_INFORMATION PROVIDED_
"""

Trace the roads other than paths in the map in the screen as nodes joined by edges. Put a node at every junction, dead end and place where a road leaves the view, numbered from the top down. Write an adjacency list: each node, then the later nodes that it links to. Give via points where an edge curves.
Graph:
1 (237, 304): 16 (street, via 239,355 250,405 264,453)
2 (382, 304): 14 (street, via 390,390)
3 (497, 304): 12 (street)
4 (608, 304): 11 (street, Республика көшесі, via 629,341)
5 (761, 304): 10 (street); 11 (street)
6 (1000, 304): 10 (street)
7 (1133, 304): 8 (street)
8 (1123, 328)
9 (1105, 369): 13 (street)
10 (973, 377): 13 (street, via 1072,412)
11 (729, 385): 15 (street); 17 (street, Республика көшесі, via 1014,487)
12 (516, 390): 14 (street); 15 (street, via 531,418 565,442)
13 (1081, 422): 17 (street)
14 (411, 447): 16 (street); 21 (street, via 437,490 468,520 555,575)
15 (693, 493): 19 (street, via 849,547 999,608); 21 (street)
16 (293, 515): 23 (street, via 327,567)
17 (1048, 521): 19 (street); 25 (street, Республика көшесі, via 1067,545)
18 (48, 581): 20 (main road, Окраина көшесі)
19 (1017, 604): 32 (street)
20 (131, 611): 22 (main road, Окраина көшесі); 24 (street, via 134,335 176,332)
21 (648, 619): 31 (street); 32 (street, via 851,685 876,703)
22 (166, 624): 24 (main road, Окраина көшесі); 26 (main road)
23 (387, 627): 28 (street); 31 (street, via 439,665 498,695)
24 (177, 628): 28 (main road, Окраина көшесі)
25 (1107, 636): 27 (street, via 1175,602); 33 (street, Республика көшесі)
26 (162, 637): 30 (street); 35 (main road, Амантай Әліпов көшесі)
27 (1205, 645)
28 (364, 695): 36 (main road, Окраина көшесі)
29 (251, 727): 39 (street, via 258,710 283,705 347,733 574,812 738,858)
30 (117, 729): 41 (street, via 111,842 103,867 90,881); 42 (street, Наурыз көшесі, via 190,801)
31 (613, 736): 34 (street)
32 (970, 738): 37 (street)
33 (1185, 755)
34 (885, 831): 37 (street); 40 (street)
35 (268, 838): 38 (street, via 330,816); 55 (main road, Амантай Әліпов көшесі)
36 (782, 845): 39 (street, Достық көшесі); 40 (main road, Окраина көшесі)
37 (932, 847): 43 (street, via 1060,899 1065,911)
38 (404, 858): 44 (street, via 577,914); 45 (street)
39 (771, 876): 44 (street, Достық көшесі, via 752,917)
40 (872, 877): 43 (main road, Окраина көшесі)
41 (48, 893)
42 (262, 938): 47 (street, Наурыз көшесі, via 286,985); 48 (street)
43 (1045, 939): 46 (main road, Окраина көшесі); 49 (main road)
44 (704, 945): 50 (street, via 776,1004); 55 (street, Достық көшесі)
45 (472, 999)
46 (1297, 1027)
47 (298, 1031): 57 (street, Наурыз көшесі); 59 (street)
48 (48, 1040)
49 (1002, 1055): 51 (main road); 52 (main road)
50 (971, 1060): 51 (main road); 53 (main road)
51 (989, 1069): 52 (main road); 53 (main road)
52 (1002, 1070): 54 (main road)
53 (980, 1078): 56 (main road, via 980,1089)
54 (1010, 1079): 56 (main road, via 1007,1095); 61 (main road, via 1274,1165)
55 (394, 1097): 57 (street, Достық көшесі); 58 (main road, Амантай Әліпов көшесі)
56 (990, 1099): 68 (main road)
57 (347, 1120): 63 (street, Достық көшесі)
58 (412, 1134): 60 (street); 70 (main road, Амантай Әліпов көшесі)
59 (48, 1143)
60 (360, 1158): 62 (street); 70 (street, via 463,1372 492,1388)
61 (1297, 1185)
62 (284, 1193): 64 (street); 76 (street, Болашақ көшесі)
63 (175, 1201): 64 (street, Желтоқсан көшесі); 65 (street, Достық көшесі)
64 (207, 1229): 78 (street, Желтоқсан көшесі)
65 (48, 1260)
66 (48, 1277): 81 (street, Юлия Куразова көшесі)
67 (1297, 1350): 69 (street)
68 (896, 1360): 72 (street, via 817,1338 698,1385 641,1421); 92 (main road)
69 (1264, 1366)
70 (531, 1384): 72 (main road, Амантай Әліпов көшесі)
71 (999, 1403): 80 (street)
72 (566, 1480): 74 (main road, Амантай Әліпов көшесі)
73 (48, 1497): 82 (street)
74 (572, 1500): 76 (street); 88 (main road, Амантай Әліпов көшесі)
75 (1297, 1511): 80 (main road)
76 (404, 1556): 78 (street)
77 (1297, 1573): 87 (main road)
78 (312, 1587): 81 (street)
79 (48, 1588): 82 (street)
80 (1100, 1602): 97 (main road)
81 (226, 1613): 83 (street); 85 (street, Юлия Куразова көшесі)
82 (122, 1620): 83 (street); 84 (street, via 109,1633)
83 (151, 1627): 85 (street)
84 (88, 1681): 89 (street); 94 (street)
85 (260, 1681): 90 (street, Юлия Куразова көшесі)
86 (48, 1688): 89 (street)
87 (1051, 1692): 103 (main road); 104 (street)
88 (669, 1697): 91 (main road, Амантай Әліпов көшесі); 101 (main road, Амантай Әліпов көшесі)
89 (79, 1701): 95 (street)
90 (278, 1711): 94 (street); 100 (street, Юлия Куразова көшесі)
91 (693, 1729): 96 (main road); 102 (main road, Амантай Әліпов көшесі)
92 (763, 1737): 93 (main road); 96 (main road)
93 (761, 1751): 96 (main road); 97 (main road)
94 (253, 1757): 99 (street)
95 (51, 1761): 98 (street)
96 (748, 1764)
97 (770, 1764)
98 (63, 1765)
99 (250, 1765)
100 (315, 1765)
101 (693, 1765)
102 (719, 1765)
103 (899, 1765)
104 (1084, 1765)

"""

_INSTRUCTIONS FOR THE TASK_
For each line above that holds the string "Юлия", provide a copy of that line.

_TASK OUTPUT_
66 (48, 1277): 81 (street, Юлия Куразова көшесі)
81 (226, 1613): 83 (street); 85 (street, Юлия Куразова көшесі)
85 (260, 1681): 90 (street, Юлия Куразова көшесі)
90 (278, 1711): 94 (street); 100 (street, Юлия Куразова көшесі)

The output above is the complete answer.